The typical range of concentration for these thickeners is about
0.5 to 5.0 g. per 100 ml. Wetting agents or surfactants are also
typically used in dry chemistry. For dry chemistry applications,
wetting agents aid in even distribution of the chemicals and
promote even color development. Acceptable wetting agents can be
hydrophilic polymers, or cationic, anionic, amphoteric, or nonionic
species. Some commonly used wetting agents include sodium
dodecyl-benzene sulphonate, sodium lauryl sulphate, benzalkonium
chloride, N-lauroylsarcosine sodium salt, Brij-35, Tween 20, Triton
X-100, dioctyl sodium sulphosuccinate, and polyethylene glycol
6000. Wetting agents can be added to dipstick impregnation
solutions in amounts of 0.5% to 5.0%, and 0.1% to 1.0% in liquid
reagents.
[0175] Color enhancers may be used such as sucrose, lactose,
glucose or other compounds. Color enhancement can be defined as
intensification and/or alteration in some manner the color that is
produced by the reaction to improve the measurement of the
detectable response.
[0176] The production of dry chemistry test strips for the present
invention can utilize any form of absorbent, solid phase carrier
including filter paper, cellulose or synthetic resin fleeces in
conjunction with liquid solutions of reagent compositions in
volatile solvents. This can be carried out in one or more
impregnation steps. Each impregnation may contain one or more of
the chemical compounds making up the assay reagent composition; the
exact procedure is dictated by the inter-reactivity of the assay
constituents and the order in which they may have to react with the
analyte of interest.
[0177] In the case of the DLFH or dry chemistry test pad of the
present invention it can utilize any form of absorbent, solid phase
carrier that is capable of transporting a fluid. These can include
filter paper, cellulose or synthetic resins. More specifically, the
lateral flow material can include cellulose, cellulose acetate,
nitrocellulose, mixed ester, teflon, polyvinylidene difluoride
(PVDF), polytetrafluoroethylene (PTFE), polysulfone, cotton linter,
non-woven rayon, glass fiber, nylon, ion exchange or other suitable
membranes or solid support.
[0178] After impregnation, the dipsticks are dried, cut into
strips, glued to a support structure (usually a flexible, flat,
plastic stick made up of polystyrene, vinyl polypropylene, and
polyester or other suitable support material) as part of a
"sandwich" composed of the handle, test pad, and a synthetic resin
film and/or a fine-mesh material in the manner described in German
Pat. No, 2,118,455. In addition, the instant invention may be
combined with the water-stable film as taught in U.S. Pat. No.

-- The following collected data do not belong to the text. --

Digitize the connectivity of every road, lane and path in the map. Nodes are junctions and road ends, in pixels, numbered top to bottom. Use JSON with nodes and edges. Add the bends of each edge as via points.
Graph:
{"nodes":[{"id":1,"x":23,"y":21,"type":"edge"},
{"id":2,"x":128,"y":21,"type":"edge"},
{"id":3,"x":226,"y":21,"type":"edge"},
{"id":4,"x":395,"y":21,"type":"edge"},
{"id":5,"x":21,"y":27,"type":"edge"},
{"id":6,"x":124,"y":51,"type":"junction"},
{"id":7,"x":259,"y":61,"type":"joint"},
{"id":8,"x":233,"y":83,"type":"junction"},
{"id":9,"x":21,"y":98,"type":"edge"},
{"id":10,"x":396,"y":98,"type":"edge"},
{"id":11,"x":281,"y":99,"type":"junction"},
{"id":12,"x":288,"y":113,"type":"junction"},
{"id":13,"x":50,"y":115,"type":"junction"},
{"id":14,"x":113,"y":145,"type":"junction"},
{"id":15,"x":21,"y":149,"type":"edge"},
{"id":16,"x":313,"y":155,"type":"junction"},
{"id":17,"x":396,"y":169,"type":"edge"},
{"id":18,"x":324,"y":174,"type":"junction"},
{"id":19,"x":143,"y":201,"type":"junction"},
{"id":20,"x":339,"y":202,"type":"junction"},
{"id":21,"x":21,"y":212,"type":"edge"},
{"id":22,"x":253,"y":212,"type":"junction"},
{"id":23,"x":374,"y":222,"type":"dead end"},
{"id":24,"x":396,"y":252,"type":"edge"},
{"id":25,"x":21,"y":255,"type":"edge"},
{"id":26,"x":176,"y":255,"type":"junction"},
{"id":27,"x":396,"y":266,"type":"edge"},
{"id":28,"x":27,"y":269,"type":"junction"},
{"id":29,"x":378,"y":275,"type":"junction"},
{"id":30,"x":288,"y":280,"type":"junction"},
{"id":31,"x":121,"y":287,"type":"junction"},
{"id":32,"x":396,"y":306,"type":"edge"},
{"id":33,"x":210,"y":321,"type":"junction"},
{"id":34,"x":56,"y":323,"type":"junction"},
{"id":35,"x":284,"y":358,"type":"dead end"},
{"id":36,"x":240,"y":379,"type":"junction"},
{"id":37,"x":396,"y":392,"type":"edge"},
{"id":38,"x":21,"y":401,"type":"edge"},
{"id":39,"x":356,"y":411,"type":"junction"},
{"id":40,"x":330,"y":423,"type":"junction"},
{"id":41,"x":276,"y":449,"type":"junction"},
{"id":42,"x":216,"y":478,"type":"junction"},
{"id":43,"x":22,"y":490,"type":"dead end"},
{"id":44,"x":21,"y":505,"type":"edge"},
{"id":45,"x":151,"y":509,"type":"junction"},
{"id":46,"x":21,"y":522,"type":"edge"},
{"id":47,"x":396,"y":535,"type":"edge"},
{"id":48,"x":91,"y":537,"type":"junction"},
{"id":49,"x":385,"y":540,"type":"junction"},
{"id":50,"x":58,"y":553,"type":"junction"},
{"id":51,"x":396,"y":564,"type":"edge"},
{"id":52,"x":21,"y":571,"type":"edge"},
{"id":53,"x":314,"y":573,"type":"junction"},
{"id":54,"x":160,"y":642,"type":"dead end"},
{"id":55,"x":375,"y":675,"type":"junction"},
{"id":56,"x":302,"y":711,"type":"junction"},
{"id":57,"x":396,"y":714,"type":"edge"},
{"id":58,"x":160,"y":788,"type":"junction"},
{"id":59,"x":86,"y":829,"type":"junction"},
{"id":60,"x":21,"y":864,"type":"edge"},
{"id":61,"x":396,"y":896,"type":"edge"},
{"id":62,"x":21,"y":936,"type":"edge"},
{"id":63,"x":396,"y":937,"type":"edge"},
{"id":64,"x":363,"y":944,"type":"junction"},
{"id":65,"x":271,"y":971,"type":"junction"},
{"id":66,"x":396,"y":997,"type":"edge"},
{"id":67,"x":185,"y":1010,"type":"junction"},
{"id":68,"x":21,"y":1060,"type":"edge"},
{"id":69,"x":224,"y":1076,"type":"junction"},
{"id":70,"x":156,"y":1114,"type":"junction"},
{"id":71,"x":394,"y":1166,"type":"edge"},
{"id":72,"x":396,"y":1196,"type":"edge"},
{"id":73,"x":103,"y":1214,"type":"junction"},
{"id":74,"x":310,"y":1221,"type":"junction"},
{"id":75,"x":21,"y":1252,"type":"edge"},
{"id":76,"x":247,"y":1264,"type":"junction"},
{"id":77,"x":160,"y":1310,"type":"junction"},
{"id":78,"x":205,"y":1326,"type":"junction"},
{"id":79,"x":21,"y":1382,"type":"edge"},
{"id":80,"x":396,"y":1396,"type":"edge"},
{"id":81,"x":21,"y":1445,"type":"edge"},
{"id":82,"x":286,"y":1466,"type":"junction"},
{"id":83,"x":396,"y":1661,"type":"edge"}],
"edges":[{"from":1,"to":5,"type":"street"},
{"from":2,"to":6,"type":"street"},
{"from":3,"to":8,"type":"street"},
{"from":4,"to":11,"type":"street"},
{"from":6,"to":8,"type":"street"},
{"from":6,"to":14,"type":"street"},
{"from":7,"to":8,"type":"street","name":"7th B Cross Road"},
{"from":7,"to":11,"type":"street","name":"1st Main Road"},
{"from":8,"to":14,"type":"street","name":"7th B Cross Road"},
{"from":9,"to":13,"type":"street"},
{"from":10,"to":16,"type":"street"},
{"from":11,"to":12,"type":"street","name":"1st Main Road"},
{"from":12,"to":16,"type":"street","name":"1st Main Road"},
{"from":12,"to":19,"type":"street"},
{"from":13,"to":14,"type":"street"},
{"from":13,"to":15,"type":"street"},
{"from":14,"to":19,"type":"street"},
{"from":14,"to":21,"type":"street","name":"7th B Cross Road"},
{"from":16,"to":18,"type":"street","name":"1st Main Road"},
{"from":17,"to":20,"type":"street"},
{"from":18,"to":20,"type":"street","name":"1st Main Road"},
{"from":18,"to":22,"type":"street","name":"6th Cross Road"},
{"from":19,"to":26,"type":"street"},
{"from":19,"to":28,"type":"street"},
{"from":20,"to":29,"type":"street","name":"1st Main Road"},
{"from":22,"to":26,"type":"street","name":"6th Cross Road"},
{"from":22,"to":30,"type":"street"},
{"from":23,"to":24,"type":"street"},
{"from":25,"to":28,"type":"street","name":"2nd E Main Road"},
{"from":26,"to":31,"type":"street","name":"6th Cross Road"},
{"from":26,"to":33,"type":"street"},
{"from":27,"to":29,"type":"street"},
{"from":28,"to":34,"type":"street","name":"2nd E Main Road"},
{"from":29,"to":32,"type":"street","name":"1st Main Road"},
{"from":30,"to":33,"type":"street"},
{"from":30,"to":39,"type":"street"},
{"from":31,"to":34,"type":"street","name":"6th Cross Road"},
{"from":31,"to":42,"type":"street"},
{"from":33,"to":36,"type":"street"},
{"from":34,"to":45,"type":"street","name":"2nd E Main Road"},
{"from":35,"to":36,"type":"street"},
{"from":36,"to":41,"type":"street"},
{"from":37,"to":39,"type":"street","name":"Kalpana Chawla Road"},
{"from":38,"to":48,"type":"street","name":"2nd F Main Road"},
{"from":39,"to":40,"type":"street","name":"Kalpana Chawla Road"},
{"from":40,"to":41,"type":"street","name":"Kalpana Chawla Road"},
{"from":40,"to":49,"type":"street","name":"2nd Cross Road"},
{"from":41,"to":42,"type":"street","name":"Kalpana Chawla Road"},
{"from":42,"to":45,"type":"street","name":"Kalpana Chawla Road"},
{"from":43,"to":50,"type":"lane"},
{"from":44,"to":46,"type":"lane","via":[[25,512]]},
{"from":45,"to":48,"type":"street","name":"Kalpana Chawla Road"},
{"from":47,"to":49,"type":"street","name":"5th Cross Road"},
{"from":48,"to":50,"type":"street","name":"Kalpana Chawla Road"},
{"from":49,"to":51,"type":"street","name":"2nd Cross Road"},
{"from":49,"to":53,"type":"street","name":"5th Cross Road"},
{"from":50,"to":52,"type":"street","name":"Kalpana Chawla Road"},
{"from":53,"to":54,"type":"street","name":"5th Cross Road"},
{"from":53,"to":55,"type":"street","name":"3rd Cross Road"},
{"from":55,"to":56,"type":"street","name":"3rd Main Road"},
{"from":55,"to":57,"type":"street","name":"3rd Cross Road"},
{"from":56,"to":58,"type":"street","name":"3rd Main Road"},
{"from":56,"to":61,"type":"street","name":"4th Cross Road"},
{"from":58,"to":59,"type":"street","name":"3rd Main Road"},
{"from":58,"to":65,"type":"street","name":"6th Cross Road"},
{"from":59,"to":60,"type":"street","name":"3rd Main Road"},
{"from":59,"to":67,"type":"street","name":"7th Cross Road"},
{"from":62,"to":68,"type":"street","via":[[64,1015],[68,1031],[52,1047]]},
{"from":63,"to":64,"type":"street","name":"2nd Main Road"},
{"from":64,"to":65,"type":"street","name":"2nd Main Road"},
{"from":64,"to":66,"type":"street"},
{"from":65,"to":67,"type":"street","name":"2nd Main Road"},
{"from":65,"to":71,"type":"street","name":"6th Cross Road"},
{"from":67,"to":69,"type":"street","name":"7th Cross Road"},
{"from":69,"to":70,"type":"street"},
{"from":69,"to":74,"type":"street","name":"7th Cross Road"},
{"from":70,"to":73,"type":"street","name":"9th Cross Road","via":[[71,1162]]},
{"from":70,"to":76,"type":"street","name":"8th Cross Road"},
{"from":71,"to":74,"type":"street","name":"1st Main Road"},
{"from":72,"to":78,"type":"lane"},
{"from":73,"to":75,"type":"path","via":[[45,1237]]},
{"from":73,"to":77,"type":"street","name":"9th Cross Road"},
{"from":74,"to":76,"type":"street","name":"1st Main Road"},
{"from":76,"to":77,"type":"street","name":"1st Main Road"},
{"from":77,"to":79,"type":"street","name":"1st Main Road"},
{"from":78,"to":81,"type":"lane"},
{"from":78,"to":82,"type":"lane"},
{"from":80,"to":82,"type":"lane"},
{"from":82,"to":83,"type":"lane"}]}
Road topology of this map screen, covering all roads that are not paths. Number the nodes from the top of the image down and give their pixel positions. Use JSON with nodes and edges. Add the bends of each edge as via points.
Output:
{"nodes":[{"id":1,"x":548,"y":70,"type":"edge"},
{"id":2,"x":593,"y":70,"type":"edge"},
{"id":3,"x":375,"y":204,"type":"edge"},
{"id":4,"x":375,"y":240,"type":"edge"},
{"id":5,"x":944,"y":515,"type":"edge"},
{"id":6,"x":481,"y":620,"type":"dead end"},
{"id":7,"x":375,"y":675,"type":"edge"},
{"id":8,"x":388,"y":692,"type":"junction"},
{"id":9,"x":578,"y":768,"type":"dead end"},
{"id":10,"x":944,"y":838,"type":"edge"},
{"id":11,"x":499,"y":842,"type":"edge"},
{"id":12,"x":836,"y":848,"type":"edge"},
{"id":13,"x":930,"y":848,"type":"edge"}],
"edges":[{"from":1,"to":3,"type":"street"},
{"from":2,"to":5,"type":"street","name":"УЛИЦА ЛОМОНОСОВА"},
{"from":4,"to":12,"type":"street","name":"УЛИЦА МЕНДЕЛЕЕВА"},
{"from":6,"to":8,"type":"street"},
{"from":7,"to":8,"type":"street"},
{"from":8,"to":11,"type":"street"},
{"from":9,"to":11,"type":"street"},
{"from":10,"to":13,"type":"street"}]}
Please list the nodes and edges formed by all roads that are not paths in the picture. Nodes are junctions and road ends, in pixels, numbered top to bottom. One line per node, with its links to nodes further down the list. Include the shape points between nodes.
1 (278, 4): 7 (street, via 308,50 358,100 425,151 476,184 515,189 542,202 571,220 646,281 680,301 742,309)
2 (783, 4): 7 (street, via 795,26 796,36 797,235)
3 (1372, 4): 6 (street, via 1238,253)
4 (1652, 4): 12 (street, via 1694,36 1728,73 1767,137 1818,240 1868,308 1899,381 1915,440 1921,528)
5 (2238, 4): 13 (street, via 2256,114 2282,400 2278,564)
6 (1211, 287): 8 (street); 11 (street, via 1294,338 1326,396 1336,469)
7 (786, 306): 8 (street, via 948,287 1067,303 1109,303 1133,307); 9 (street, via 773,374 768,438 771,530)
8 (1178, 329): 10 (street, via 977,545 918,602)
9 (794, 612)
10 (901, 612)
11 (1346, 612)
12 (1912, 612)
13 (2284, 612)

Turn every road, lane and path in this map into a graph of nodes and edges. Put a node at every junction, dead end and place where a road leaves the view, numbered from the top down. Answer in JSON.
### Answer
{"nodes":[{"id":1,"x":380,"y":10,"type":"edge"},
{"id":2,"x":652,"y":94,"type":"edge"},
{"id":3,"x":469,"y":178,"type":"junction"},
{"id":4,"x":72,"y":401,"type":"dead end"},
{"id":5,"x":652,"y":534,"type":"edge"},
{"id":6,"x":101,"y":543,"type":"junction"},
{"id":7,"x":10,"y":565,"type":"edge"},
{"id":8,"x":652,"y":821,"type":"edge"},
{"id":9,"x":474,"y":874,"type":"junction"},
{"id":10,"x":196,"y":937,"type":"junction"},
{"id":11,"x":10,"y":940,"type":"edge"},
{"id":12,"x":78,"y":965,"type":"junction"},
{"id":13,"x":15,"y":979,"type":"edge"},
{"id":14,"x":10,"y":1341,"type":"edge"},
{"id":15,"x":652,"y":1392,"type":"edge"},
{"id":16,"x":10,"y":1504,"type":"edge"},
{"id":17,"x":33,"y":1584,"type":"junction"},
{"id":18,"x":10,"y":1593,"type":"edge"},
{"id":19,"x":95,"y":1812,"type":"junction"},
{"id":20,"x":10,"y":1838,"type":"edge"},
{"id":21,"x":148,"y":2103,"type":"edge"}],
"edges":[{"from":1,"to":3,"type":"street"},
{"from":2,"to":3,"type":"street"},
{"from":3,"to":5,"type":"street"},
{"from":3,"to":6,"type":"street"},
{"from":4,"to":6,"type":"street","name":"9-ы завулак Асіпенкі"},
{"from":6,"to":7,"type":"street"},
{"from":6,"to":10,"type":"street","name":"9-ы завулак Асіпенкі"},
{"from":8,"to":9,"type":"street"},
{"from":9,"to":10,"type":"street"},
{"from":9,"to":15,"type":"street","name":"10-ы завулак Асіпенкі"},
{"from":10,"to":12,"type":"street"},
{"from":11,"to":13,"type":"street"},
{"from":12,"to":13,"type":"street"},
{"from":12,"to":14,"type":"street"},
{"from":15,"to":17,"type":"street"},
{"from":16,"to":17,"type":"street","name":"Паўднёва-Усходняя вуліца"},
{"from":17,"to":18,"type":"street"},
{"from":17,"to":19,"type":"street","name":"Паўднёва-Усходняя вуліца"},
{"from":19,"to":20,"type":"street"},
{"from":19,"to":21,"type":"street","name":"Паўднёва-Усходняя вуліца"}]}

3,530,957 to produce a dipstick in which the excess sample fluid
can be wiped off in order to improve the accuracy and precision of
the results.
[0179] This brief description of the present art illustrates a
completely enabled device that would allow a physician, patient,
and/or technician to quickly and easily determine the presence of
the adulterant Urine Luck.TM. in urine, providing a much needed
advancement in the art of adulteration testing.
[0180] To briefly explain the present device as taught. The present
art includes a device for the detection of adulteration using the
adulterant Urine Luck.TM. in a sample of urine submitted for drugs
of abuse immunoassay testing, the steps are comprised of preparing
a dry chemistry test means by successively impregnating a solid,
carrier matrix with reagent solutions containing an indicator and a
buffer, and drying the impregnated, solid carrier matrix. Finally,
by dipping said dry chemistry test means into urine, one can
observe the detectable response in the form of a color developed in
the presence or absence of the adulterant. This present art also
illustrates a unique device that will prevent cross contamination
(runover) of test pads on the same dipstick, as well as a unique
dry chemistry test pad lateral flow device hybrid. These methods
can incorporate detectable responses in the visible color range to
the human eye or in the visible light spectrum. This method(s) has
a wide choice of samples other than urine, and can be replaced by
any biological sample including serum, whole blood, cerebral spinal
fluid, gastric fluid, hair homogenates, sweat extracts, saliva or
other biological fluid.
[0181] This brief description of the present art illustrates a
completely enabled device that would allow a physician, patient,
and/or technician to quickly and easily determine the presence of
the adulterant Urine Luck.TM. that contains a solution of elements
and other compounds that acts as an oxidant(s) in urine, providing
a much needed advancement in the art of adulteration testing. The
same devices as illustrated could be used for clinical diagnostic,
industrial or other purposes using the same means.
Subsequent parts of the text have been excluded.